Most of the substantive clarifications are found in the FAQ (frequently asked questions) section of the document. For example, Apple writes that “application developers cannot require you to allow tracking to use the full capabilities of the application,” which means that users will not get reduced functionality in applications if they choose not to track. This comes to a critical caveat about Apple’s upcoming change: the policy prevents tracking across multiple third-party apps if one user is excluded, but both Apple and any other company can still track users across multiple apps if all applications are operated. applications in question. by the same company. The same thing that gives Apple a pass could also apply, for example Google tracking you through Gmail, Google News, Docs, etc. But as soon as Google wants to use a technique that can also see what you are doing in the Apple or Facebook applications, for example, that is when the subscription is required.

Apple offers a separate toggle labeled “Personalized Ads” – totally different from the IDFA-related subscription message – that allows users to decide whether they want to be tracked within Apple’s own applications.

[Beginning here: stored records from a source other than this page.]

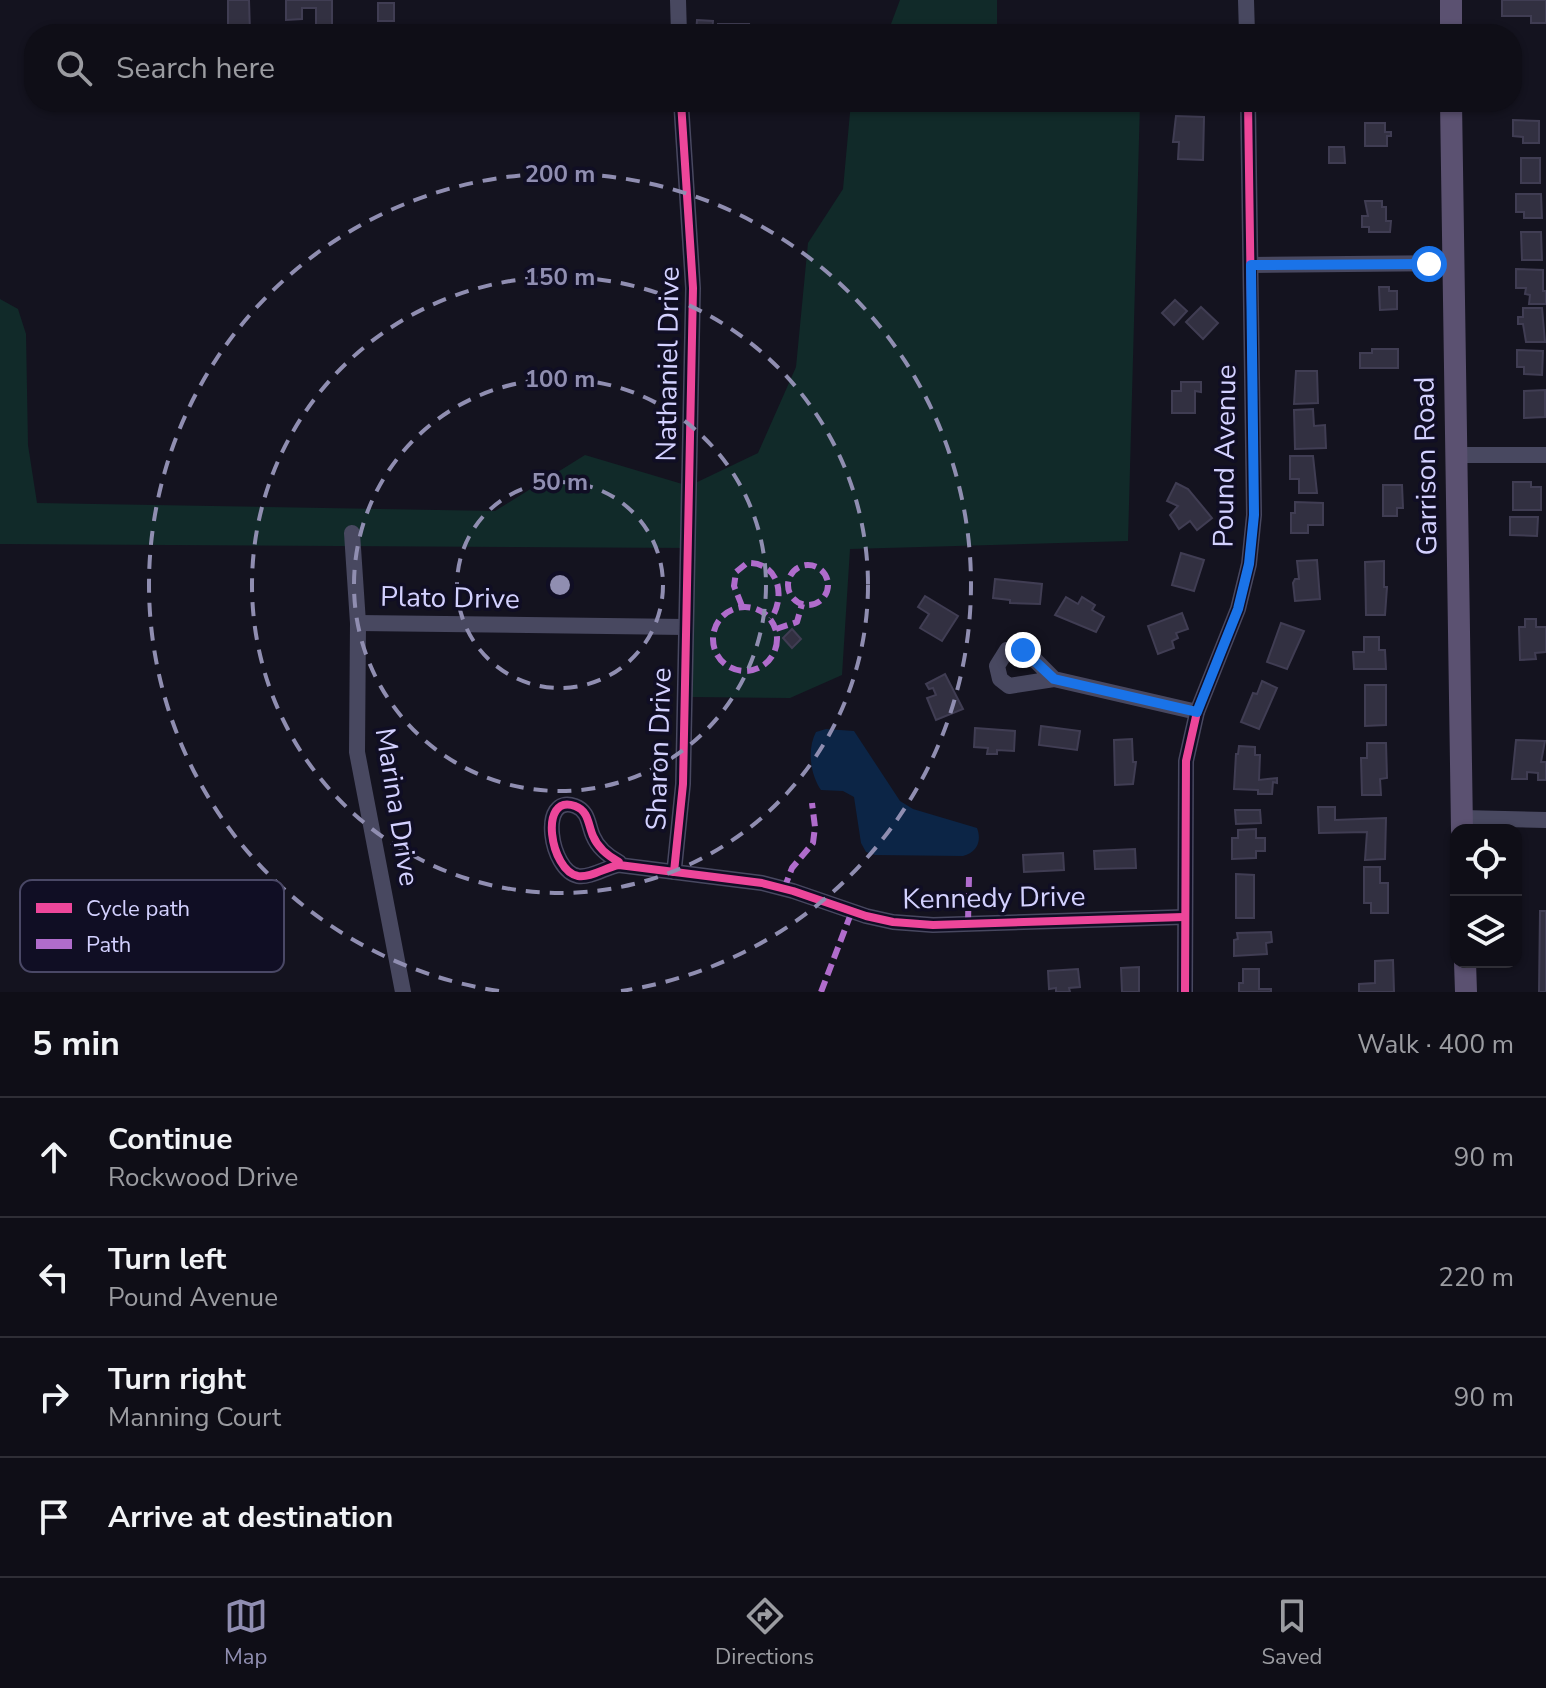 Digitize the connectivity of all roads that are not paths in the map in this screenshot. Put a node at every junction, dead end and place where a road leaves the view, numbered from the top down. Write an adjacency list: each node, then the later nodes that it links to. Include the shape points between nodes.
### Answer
1 (678, 0): 4 (street)
2 (1246, 0): 5 (street)
3 (1451, 0): 6 (main road)
4 (679, 24)
5 (1247, 24)
6 (1451, 24)
7 (682, 112): 16 (street, Nathaniel Drive, via 693,288)
8 (1248, 112): 11 (street, Pound Avenue)
9 (1451, 112): 10 (main road, Garrison Road)
10 (1453, 263): 11 (street); 12 (main road, Garrison Road)
11 (1251, 265): 18 (street, Pound Avenue, via 1254,515 1249,564 1238,609)
12 (1455, 455): 13 (street); 20 (main road, Garrison Road)
13 (1546, 455)
14 (352, 533): 15 (street, Marina Drive)
15 (358, 623): 16 (street, Plato Drive); 25 (street, Marina Drive, via 357,752)
16 (685, 627): 22 (street, Sharon Drive, via 683,784)
17 (1054, 679): 18 (street)
18 (1197, 712): 23 (street, Pound Avenue, via 1186,761)
19 (1546, 820): 20 (street)
20 (1462, 824)
21 (619, 865): 21 (street, Kennedy Drive, via 582,876 568,872 559,860 552,815 571,804 580,807 598,844); 22 (street, Kennedy Drive)
22 (674, 872): 23 (street, Kennedy Drive, via 762,883 893,922)
23 (1184, 917): 26 (street, Pound Avenue)
24 (1465, 968): 27 (main road)
25 (403, 992)
26 (1185, 992)
27 (1466, 992)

And in relation to the recent wave of rejections of shipments from the App Store, Apple clarifies that a developer “must also respect their choice beyond the advertising identifier.” This means that once a user has opted out of IDFA tracking, the developer should also not track the user through any other method that will produce a similar result, such as fingerprinting the device. The fingerprinting of the device was apparently what caused the wave of rejections we reported last week. “If we learn that a developer is tracking users who request not to be tracked, we will require them to update their practices to respect their choice, or their application may be rejected in the App Store,” the document says.

The FAQs also address criticisms of the effectiveness of App Store privacy labels, although not very effectively. It confirms that the data is self-reported and says “if we learn that a developer may have provided inaccurate information, we will work with them to ensure the accuracy of the information.”